PLGA-PEG copolymer nanoparticles loaded with docetaxel were prepared using a nanoprecipitation method. Briefly, copolymer and the drug were dissolved in acetone. This organic phase was emulsified with an aqueous solution of polyvinyl alcohol (0.5% w/v) by sonication using a probe sonicator (Cole Parmer) at amplitude 5 for 60 seconds. Nanoparticles were formed immediately, and gently stirred at room temperature for 5 hours to evaporate the organic solvent. The resulting nanoparticle suspension was then ultracentrifuged at 15,000 rpm for 20 minutes. After centrifugation, the nanoparticle precipitate was washed using the same volume of distilled water as the supernatant, and again centrifuged at 15,000 rpm for 15 minutes. The washing process was repeated three times in order to remove the adsorbed drugs. The washed nanoparticles were then freeze- dried using the FreeZone system (Labconco, FreeZone Plus 6) for 48 hours.

Thiolation of trastuzumab: quantification of thiol groups

Trastuzumab was thiolated with a 50-fold molar excess of 2-iminothiolane for 2 hours and purified as described earlier, ie, an aliquot (1.0 mL) of trastuzumab solution at a concentration of 1 mg/mL in phosphate buffer pH 8.0 was thiolated with 40.2 mL of 2-iminothiolane solution for 2 hours. The antibody was purified by Microcons 100,000 microconcentrators (Amicon, Beverly, MA).

The concentration of antibody solution obtained from the purification step was about 1.1 mg/mL. Aliquots (250.0 mL) of concentrated trastuzumab solution were incubated with 6.25 mL of Ellman’s reagent (8.0 mg in 2.0 mL phosphate buffer, pH 8.0) for 15 minutes at 25°C. Afterwards, the samples were measured photometrically in UVette (Eppendorf AG, Hamburg, Germany) at 412 nm. The number of thiol groups introduced was calculated relative to L-cysteine standard solutions that were treated in the same manner. The concentration of antibody calculated by a spectrophotometric method (λ = 280 nm, Hewlett Packard, Model 8453, Germany) was used, assuming an extinction coefficient of 1.4 M⁻¹ cm⁻¹.
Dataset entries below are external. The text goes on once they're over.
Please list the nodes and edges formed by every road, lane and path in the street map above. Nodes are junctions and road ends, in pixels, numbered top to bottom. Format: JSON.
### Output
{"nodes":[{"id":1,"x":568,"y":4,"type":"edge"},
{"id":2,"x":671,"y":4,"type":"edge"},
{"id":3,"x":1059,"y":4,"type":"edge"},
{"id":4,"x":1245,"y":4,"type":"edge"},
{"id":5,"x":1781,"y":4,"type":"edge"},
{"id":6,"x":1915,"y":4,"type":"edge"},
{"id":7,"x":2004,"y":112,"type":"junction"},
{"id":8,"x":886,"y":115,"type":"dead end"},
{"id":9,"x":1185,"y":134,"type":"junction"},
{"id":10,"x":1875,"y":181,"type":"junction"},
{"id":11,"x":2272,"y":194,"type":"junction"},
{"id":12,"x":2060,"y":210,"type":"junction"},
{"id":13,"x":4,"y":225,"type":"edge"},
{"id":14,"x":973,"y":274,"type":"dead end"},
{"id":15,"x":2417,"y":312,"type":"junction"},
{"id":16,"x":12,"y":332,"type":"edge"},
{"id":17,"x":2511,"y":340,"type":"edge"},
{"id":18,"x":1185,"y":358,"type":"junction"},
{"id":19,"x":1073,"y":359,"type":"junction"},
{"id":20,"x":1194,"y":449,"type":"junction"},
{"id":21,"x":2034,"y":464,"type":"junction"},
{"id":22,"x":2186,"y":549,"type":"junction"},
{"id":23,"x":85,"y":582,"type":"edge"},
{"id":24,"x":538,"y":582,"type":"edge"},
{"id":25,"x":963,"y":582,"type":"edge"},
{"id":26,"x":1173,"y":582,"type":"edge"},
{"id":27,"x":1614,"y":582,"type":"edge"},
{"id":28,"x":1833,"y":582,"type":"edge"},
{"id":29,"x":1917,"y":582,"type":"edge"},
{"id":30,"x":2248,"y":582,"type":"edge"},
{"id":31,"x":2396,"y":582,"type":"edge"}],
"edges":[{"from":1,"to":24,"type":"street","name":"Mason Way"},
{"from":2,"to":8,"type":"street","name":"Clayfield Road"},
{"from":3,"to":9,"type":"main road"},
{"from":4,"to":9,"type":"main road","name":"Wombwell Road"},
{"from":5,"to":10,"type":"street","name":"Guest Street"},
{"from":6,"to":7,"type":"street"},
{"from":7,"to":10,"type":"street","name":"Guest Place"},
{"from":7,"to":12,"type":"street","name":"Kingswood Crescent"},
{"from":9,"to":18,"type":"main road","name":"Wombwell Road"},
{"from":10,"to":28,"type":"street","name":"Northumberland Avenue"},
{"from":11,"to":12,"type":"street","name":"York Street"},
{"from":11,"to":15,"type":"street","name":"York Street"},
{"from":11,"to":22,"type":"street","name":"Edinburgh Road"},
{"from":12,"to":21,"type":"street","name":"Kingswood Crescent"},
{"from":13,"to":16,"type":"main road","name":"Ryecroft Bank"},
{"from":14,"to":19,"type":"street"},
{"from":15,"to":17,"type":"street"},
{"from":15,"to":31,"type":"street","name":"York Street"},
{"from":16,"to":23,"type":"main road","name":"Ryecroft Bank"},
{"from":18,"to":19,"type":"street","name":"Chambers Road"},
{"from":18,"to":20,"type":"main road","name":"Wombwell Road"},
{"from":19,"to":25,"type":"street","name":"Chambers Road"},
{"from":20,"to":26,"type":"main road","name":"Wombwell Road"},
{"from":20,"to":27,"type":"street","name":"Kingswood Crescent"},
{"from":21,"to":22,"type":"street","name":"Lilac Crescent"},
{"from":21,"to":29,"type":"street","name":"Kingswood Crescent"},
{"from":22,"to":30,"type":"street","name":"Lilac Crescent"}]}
Immunoreactivity of thiolated trastuzumab

To examine the binding affinity and specificity of thiolated trastuzumab, 1 × 10⁴ HER2-overexpressing breast cancer cells (BT-474) and negative cells (Calu-6) were incubated with 1 μL of 2 mg/mL trastuzumab as a control and thiolated trastuzumab in 0.5 mL phosphate-buffered saline for 1 hour at 4°C. The cells were then pelleted by centrifugation, suspended in 0.5 mL phosphate-buffered saline, and incubated with fluorescein isothiocyanate (FITC)-labeled sheep antihuman immunoglobulin as a secondary antibody for 1 hour. Thereafter, the cells were washed and analyzed using a FACScan flow cytometer (Becton Dickinson, San Jose, CA).

Covalent coupling of thiolated trastuzumab to PLGA nanoparticles

For the coupling reaction, an aliquot (500.0 μL) of sulfhydryl- reactive nanoparticle suspension (about 10 mg of nanoparticles) was incubated with 500.0 μL of thiolated trastuzumab (about 250 μg) for at least 12 hours at 20°C under constant shaking at 600 rpm. The samples were purified from the unreacted antibody by three cycles of centrifugation (18,000 × rpm, 15 minutes, 4°C). The amount of trastuzumab conjugated to a nanoparticle was determined indirectly by measuring uncoupled monoclonal antibodies in the supernatant after the centrifugation step. A spectrophotometric method (λ = 280 nm, Hewlett Packard, Model 8453, Germany) was used, assuming an extinction coefficient of 1.4 M⁻¹ cm⁻¹. The total amount of trastuzumab bound to the nanoparticle surface was calculated as the difference between the total amount of antibody obtained after thiolation and purification and the amount of antibody determined in the supernatant obtained after the conjugation step. The following equation was used to calculate the number of monoclonal antibodies molecules conjugated on the surface of a single nanoparticle:

$\text{n}=\text{aN}\left(\frac{d4}{3\pi r^3}\right)$(1)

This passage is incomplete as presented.